Hacker News new | ask | show | jobs
by pmiller2 2192 days ago
I'm not sure if they do, but one potential reason not to do it is that setting DNT literally gives the server 1 additional bit of information about your configuration. This could be used to track you more effectively.
1 comments

1 extra bit is the last of my concerns, there's plenty of bits to uniquely fingerprint a browser anyways. I'd gladly trade one inconsequential bit, which requires malicious intent to misuse, to keep my privacy safe when dealing with honorable entities like, I presume, Google.

https://blog.mozilla.org/internetcitizen/2018/07/26/this-is-...
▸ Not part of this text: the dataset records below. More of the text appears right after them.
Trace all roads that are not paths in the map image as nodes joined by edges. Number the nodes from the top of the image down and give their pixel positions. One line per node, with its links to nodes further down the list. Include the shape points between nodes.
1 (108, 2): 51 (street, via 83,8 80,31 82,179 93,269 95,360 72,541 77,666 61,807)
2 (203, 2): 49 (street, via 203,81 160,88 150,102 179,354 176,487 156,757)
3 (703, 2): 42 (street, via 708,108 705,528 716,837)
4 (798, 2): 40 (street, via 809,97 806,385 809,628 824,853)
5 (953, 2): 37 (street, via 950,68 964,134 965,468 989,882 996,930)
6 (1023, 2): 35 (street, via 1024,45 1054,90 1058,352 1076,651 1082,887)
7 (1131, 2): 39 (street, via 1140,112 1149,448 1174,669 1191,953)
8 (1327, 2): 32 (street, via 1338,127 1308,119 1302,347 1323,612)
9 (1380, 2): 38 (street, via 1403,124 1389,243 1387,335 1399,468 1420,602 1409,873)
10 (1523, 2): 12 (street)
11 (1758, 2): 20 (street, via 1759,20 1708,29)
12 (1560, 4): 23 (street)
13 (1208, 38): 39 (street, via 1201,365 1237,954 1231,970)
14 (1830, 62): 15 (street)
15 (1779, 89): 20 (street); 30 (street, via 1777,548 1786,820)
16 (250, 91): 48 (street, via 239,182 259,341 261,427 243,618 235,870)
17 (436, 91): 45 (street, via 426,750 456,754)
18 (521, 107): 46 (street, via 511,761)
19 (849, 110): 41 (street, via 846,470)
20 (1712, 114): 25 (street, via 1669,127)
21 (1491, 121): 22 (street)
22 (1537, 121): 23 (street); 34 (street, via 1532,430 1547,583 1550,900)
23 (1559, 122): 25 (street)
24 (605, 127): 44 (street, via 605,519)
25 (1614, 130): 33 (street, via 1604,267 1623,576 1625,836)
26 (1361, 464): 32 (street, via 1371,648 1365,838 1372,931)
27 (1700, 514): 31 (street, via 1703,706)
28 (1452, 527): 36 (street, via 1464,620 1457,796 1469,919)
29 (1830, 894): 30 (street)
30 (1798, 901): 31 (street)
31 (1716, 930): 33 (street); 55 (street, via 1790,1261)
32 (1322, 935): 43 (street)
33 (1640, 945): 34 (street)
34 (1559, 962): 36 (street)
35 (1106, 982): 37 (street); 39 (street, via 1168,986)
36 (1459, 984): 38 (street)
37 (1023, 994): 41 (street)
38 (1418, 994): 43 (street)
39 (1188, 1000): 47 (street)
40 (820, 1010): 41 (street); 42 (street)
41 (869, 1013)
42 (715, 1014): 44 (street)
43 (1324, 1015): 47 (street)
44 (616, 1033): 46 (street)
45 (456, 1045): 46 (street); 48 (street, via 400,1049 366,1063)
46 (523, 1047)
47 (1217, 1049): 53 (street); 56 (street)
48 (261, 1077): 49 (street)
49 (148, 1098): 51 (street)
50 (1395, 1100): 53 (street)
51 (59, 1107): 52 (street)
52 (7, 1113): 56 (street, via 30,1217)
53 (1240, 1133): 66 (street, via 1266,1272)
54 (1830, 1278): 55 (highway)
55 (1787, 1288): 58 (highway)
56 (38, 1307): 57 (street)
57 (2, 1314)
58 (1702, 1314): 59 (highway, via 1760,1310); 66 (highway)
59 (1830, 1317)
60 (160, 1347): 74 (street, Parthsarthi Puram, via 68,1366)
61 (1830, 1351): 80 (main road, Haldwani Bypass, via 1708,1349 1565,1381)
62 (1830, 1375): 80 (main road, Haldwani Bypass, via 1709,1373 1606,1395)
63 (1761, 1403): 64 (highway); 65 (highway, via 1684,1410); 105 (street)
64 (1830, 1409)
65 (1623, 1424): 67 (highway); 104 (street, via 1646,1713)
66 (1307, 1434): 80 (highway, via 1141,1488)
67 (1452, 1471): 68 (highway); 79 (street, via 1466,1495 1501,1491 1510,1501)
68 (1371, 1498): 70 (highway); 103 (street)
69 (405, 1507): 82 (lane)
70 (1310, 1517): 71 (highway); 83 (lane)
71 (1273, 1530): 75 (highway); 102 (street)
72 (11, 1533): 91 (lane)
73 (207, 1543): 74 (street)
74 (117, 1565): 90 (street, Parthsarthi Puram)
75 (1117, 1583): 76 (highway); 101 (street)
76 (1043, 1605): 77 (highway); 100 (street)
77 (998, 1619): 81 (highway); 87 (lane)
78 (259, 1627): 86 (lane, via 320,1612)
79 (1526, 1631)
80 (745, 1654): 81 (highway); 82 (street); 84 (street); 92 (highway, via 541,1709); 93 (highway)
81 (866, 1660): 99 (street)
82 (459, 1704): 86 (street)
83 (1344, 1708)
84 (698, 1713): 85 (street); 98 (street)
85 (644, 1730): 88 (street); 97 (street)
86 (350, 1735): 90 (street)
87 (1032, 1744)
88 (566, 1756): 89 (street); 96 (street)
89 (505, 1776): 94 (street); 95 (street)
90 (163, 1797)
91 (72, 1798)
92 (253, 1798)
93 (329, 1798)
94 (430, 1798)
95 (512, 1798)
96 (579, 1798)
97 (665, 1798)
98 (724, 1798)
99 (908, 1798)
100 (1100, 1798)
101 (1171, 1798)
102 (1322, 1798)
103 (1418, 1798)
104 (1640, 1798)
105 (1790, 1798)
What goes into one's fingerprint:

1. navigator.userAgent, 2. navigator.language, 3. navigator.doNotTrack, 4. screen.width, 5. screen.height, 6. screen.colorDepth, 7. Intl.DateTimeFormat().resolvedOptions().timeZone, 8. navigator.platform, 9. navigator.hardwareConcurrency, 10. GPU vendor and renderer, 11. isTouch, 12. storage types, 13. font-list, 14. canvas-hash

Oh, there is so much more that can go into a browser fingerprint. There is no one, single "browser fingerprint." Basically any API your browser exposes can leak information that can be used for fingerprinting. See: https://panopticlick.eff.org/
I don't understand. There are dozens, if not hundreds, or even thousands of bits to use to identify any given browser, but providing one extra such bit that politely asks 'Do Not Track' is now a problem because it makes tracking slightly easier?